What to work on: Each line of the material holding the word "this" must be identified and copied.

Extracted entries:
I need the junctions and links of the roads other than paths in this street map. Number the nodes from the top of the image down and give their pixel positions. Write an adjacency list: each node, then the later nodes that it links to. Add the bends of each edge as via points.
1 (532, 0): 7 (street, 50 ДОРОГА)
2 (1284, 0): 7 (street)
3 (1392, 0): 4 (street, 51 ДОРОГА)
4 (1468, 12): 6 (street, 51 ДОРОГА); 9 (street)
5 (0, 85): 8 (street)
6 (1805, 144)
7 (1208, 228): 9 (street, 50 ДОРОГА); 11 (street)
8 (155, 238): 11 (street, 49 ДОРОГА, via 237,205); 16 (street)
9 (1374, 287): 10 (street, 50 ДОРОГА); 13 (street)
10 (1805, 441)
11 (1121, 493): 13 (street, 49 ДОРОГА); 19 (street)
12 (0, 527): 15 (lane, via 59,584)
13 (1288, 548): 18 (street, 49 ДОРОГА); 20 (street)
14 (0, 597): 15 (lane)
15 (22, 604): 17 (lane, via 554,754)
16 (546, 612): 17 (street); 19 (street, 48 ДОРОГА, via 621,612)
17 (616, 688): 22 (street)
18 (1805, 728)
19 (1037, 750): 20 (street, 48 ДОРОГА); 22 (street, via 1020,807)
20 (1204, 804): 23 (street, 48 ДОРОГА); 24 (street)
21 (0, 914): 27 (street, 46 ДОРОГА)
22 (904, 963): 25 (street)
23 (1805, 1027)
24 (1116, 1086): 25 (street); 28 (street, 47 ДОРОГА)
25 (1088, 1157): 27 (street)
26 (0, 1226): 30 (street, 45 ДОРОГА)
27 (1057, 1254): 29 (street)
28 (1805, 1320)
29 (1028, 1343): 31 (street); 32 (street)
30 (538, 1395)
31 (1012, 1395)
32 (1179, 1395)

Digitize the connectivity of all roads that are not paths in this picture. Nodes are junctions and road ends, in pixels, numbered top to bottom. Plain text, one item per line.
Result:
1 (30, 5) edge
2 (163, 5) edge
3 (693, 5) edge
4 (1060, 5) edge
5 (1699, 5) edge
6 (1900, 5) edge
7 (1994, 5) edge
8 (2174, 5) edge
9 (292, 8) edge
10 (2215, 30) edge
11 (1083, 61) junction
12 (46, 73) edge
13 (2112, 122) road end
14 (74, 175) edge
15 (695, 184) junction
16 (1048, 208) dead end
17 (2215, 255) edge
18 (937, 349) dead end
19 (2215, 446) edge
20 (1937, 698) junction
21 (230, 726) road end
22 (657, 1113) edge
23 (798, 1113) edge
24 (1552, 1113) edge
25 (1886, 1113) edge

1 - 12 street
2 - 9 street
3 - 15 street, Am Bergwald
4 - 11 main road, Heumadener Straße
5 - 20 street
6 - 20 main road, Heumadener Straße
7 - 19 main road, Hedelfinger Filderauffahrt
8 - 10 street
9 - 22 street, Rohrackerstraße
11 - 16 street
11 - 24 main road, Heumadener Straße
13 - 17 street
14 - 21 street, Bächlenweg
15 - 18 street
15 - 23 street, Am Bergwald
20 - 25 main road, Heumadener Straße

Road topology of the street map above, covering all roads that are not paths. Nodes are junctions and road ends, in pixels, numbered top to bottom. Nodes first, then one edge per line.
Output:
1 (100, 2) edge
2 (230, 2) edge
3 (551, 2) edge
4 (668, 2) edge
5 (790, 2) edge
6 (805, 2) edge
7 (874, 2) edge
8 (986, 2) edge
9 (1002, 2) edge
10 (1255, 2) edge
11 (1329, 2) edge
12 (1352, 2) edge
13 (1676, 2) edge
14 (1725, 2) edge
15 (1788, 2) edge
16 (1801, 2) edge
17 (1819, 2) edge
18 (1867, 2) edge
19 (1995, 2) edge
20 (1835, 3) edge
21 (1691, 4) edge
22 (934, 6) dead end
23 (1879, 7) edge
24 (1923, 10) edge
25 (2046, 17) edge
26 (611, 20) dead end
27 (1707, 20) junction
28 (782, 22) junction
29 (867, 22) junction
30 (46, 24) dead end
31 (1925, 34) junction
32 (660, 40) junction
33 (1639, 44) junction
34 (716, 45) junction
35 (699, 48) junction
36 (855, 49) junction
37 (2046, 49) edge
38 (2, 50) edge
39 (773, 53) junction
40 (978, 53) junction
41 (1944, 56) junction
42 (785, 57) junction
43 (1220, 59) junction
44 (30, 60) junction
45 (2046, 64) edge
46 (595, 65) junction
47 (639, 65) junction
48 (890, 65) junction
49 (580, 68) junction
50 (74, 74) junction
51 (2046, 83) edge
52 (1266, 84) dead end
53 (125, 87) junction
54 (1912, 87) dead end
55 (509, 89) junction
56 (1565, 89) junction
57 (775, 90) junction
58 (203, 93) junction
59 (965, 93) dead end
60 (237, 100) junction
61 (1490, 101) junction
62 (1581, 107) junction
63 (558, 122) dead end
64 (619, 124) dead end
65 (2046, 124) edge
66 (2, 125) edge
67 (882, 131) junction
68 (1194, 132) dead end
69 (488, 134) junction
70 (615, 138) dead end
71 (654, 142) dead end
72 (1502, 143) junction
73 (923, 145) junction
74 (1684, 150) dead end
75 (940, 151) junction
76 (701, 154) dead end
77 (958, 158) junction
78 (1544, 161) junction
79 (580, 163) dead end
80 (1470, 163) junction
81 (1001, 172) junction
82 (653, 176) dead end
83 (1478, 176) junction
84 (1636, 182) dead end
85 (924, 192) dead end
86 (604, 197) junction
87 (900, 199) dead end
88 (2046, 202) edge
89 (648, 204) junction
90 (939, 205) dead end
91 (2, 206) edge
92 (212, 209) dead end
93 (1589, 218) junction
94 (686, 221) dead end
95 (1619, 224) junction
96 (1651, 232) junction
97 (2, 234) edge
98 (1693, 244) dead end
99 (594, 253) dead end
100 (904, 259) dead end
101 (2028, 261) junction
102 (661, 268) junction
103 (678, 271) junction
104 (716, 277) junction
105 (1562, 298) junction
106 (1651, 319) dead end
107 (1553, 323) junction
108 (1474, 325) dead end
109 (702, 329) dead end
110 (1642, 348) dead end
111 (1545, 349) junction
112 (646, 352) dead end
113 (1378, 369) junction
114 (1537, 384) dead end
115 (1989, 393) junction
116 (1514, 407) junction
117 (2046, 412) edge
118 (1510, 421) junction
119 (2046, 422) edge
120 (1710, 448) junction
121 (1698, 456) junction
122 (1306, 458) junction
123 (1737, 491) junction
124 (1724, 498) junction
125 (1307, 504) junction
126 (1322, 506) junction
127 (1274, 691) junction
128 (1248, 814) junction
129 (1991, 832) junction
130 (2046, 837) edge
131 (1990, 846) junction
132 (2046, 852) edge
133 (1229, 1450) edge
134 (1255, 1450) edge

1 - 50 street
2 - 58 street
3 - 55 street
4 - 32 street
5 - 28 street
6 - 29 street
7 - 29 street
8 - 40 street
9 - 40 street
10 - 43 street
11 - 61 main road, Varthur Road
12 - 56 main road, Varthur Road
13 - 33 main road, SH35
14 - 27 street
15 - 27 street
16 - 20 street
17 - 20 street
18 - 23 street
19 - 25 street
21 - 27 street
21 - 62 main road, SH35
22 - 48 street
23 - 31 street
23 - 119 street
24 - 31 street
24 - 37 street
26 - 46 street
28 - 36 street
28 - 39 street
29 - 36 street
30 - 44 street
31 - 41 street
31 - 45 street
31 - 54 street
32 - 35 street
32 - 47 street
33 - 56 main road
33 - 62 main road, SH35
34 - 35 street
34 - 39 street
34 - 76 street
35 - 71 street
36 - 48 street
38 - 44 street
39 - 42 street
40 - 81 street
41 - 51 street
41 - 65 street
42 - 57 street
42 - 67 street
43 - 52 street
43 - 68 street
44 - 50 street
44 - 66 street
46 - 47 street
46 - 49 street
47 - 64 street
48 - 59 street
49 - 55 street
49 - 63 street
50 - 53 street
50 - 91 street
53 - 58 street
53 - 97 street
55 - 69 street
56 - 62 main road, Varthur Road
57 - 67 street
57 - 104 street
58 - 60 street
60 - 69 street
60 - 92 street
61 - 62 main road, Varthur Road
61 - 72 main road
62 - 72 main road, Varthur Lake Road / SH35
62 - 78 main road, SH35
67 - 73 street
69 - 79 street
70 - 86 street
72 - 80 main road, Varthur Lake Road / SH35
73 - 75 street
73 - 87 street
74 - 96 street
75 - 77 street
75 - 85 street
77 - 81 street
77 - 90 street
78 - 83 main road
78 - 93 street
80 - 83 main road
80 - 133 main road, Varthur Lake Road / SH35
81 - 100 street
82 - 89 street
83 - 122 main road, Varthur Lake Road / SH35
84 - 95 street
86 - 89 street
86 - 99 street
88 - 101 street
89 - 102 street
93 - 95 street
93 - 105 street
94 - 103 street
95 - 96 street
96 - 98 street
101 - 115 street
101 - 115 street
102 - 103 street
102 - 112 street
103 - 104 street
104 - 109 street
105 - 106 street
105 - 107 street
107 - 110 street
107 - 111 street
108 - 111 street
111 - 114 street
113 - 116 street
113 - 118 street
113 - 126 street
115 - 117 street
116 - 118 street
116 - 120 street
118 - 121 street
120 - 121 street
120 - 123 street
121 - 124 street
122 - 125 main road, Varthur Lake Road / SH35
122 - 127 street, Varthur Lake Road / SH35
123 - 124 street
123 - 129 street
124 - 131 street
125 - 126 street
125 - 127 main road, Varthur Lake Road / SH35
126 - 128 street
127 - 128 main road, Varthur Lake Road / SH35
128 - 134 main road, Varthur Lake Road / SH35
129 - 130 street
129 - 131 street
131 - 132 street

Task result:
I need the junctions and links of the roads other than paths in this street map. Number the nodes from the top of the image down and give their pixel positions. Write an adjacency list: each node, then the later nodes that it links to. Add the bends of each edge as via points.
Digitize the connectivity of all roads that are not paths in this picture. Nodes are junctions and road ends, in pixels, numbered top to bottom. Plain text, one item per line.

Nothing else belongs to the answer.